45 of 46 people found the following review helpful
A good guide but some flaws in the coverage,
Verified Purchase(What is this?)
This review is from: The Rough Guide to Crime Fiction (Rough Guides Reference Titles) (Paperback)
This is a useful book for both crime afficionados wanting tips on some more obscure new directions and for newcomers who just want to know where to start.
Each chapter recommends and reviews a selection of crime novels (over 200 in total) and there are the usual Rough Guide boxes and sidebars on related areas such as films, author profiles and crime genres. The chapters are organised thematically and range from the origins of crime fiction (Edgar Allan Poe, Conan Doyle) and the 'golden age' (Christie, Allingham, Sayers) through hard-boiled (Chandler, Hammett, Thompson) to more contemporary genres such as police procedural, espionage, serial killers, organized crime etc. The reviews maintain a fine balance between criticism and enthusiasm and cleverly avoid the 'spoiler' pitfalls of revealing too much plot.

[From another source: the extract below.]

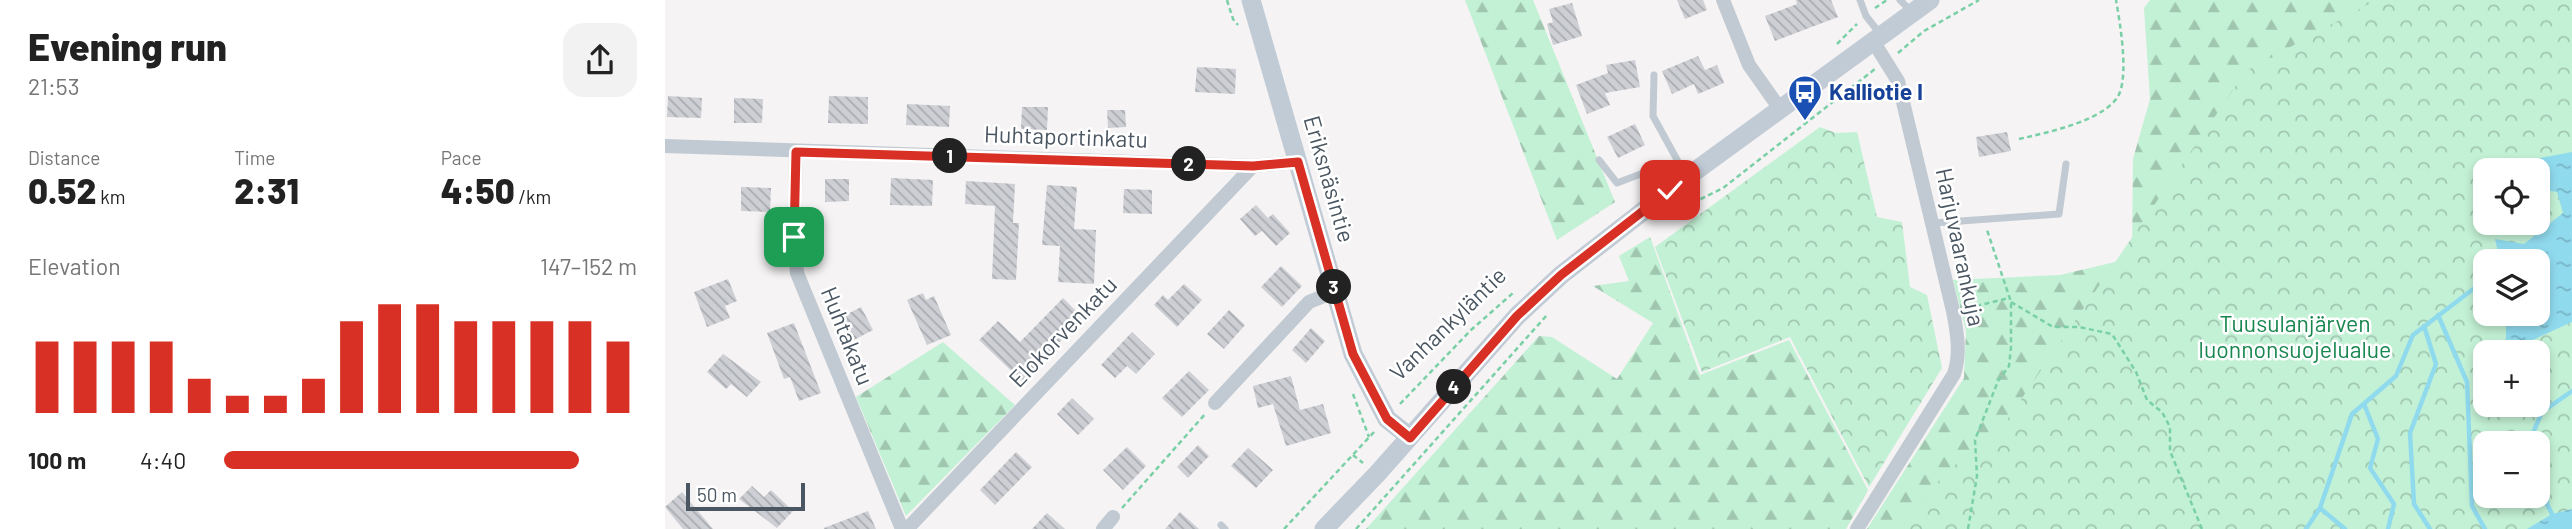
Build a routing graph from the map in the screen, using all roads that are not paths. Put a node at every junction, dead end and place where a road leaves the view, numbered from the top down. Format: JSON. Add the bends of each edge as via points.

The book is much stronger on contemporary writers and most of the selections are books published in the last 30 years so if you want lots of recommendations for 'classic' golden age novels then you would be better served looking elsewhere. Despite the focus on the contemporary, the book has several flaws - it is fairly weak on foreign fiction despite there being one chapter devoted to this and contains nothing on important writers such as Jean-Patrick Manchette, Peter Hoeg, Jo Nesbo, Ake Edwardson, Janwillem van de Wetering, Manuel Vazquez Montalban, Luiz Alfredo Garcia-Roza, Massimo Carlotto, Jose Carlos Somoza etc. There are also a number of important contemporary writers who are also absent (the outstanding John Franklin Bardin, Don Winslow, Jonathan Lethem, Christopher Fowler, Andrew Vachss, Jeff Lindsay, Reginald Hill, Ken Bruen, Shane Stevens etc). While there will always be constraints on who to include because of space considerations, I find it strange that writers of this calibre were omitted and yet space was found for hacks such as Andy McNab, Chris Ryan and Michael Crichton. There are also a number of errors (The Godfather was published in 1969 not 1978, it's Iain not Ian Sinclair, Rankin's 2006 book was The Naming of the Dead etc.) but these are minor quibbles.
In summary a good first attempt and I hope that it is successful enough for a 2nd edition to include some of the great writers above. Oh, and where is Face on the Cutting Room Floor...?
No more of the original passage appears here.